Mas, apesar dos momentos difíceis, a convivência entre animais e crianças vale a pena porque é feita principalmente de experiências positivas, com muita troca de afeto, reforça a psicóloga Valéria. “O animal não fala, nem tem pensamento lógico, mas aceita o seu dono de forma incondicional. Estão disponíveis e fazem com que a pessoa se sinta acolhida. Trata-se de um encontro de qualidade.”

A partir dessa convivência, a criança aprende sobre o respeito à vida e sua responsabilidade com o meio ambiente. É uma aprendizagem fantástica

Valéria Marques Oliveira, psicóloga

Ao desfrutar desse benefício, Valéria chama atenção para a importância da reciprocidade. “O animal tem hábitos e demandas, que devem ser respeitados pelos adultos, para que as crianças aprendam sobre o cuidado. A partir dessa convivência, a criança aprende sobre o respeito à vida e sua responsabilidade com o meio ambiente. É uma aprendizagem fantástica.” 

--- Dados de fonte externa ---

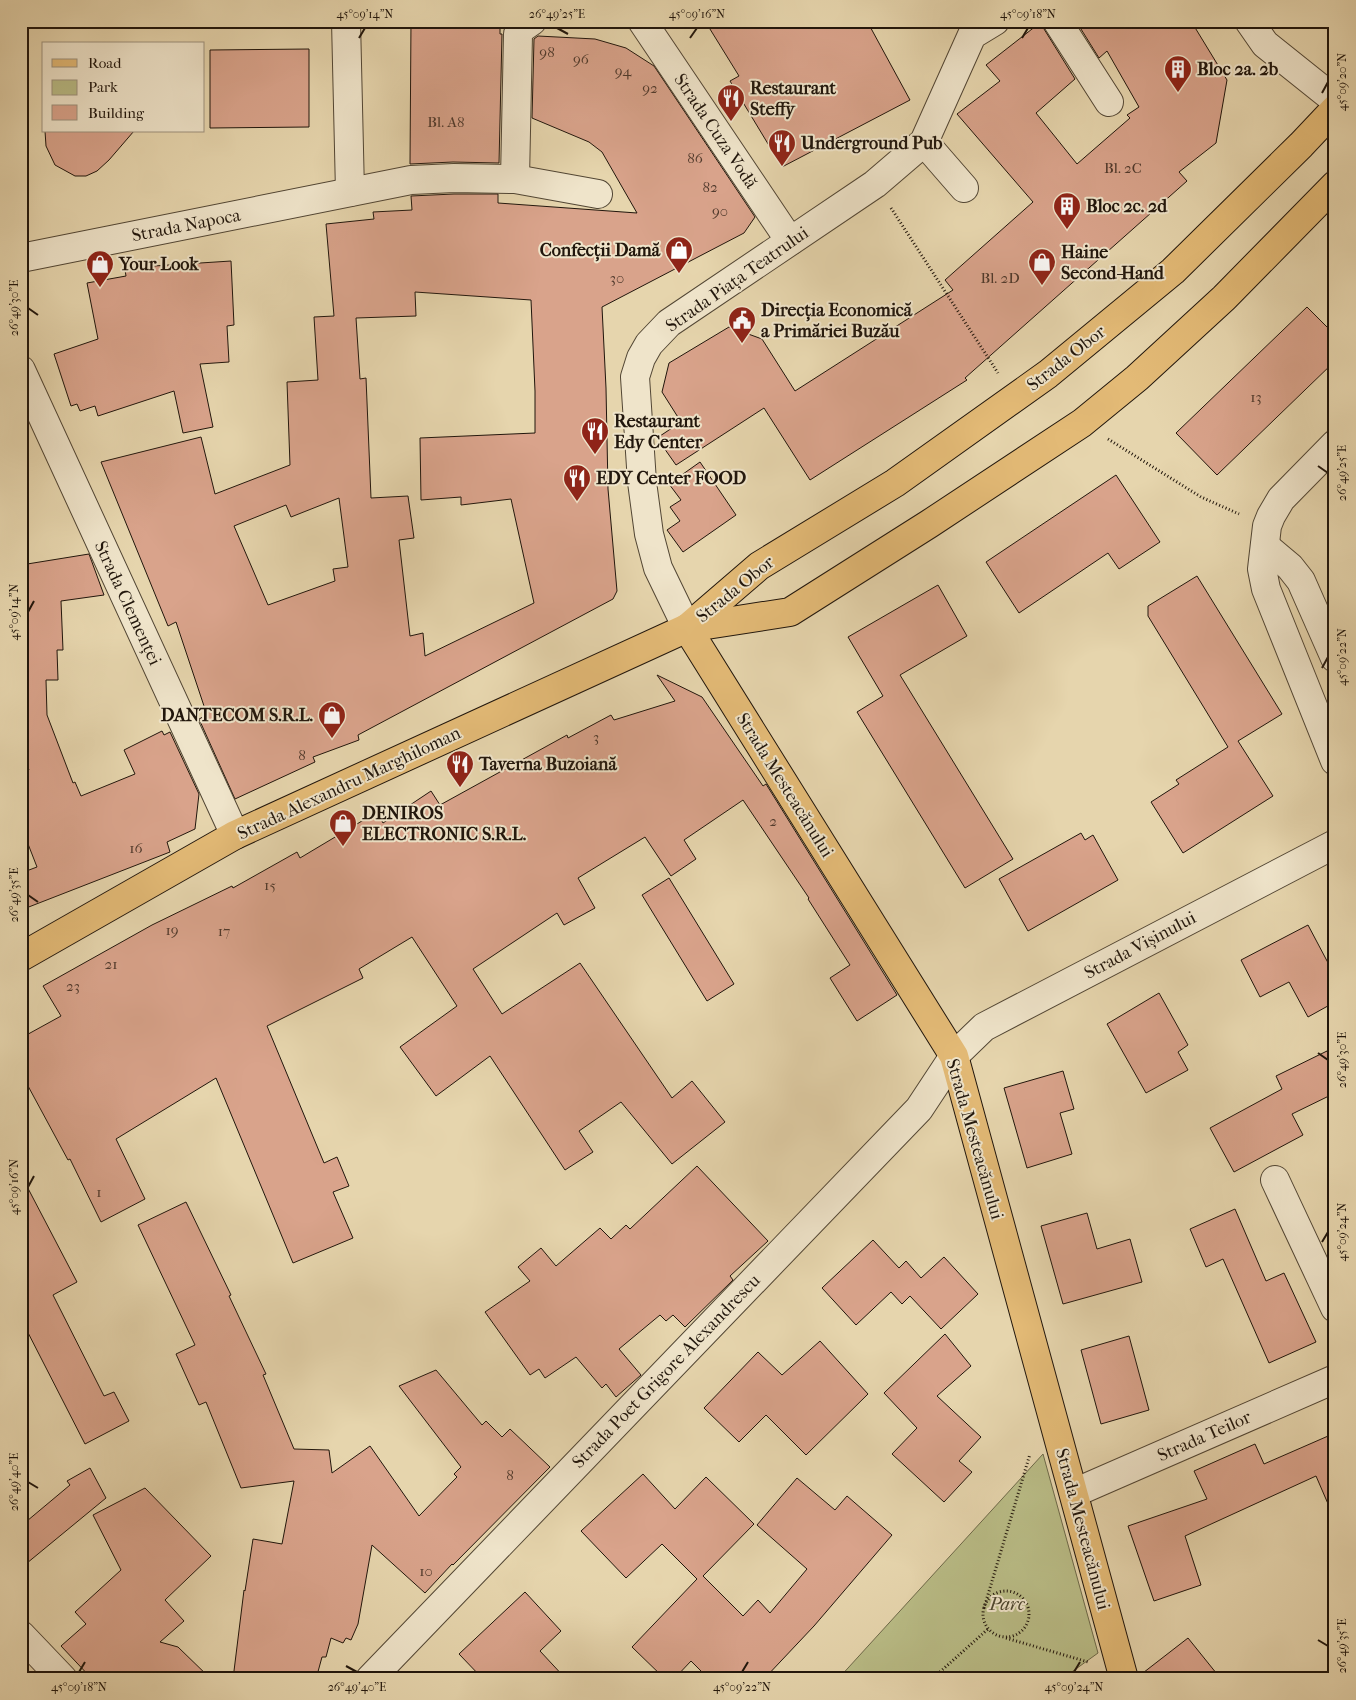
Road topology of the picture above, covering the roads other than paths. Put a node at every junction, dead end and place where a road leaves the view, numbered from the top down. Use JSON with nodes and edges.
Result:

COMO MANTER UM BOM CONVÍVIO ENTRE CRIANÇAS E CACHORROS?

  • A escolha: A seleção do pet deve considerar o espaço disponível, custos, disponibilidade de cuidado. No caso dos cães, tenha em conta que não é só a raça que define o comportamento do animal. Não aja por impulso.
  • Seja realista: Cuidar de um animal dá trabalho – e não espere que a criança cumpra a promessa de que vai ser responsável por todas as tarefas relacionadas a ele. Crianças não têm competência de compreender qual é a amplitude dessa responsabilidade.
  • Estabeleça tarefas: Acompanhe a criança nas tarefas: o cuidado com o animal não deve ser encarado pela família como uma obrigação aborrecida e punitiva. Por isso, estabeleça tarefas para o seu filho conforme a idade dele, mas entenda que a criança pode precisar da sua ajuda. 
  • A chegada do bebê: Faça uma adaptação gradual: apresente roupas, cheiros, barulhos e acessórios ao animal. Faça com que ele perceba o lado bom da chegada de um bebê. Evite gritar com o bicho ou correr atrás dele com o bebê ou criança no colo.
  • Cada um na sua: Preserve a comida e os brinquedos do bicho: quando o animal entende um objeto ou pessoa como sua posse, pode se comportar com agressividade ao sentir uma ameaça de perda. Evite deixar os brinquedos e os potes de água e comida em locais de acesso das crianças. Crie um cantinho do sossego para o pet: garanta uma “rota de fuga” e um canto só dele. 
  • Supervisione: Adultos sempre devem ficar  de olho na interação entre crianças e animais. Se está na dúvida, não faça uma experiência, pois a segurança da criança deve ser prioridade.
  • Oriente: Explique para as crianças que elas não devem tocar o animal de estimação com força ou de forma bruta, nem se aproximar de bichos que não conhecem. No caso de bebês, fique atento aos sinais de estresse do animal. 
  • Observe os sinais de alerta: Antes de um cão atacar, geralmente ele mostra os dentes e rosna. Quando não quer ser tocado, vira o rosto, dá as costas. Também pode correr em torno da criança quando deseja silêncio ou calma. 
  • Saúde em dia: Quando um bicho sente dor, ele poderá atacar caso alguém ameace tocá-lo. Mantenha as vacinas do pet em dia. Note se o bicho está estressado: um animal pode se automutilar para gerenciar o seu estresse. 
  • Mantenha uma rotina: Os animais ficam ansiosos se não sabem o que poderá acontecer e podem direcionar o seu estresse para a criança.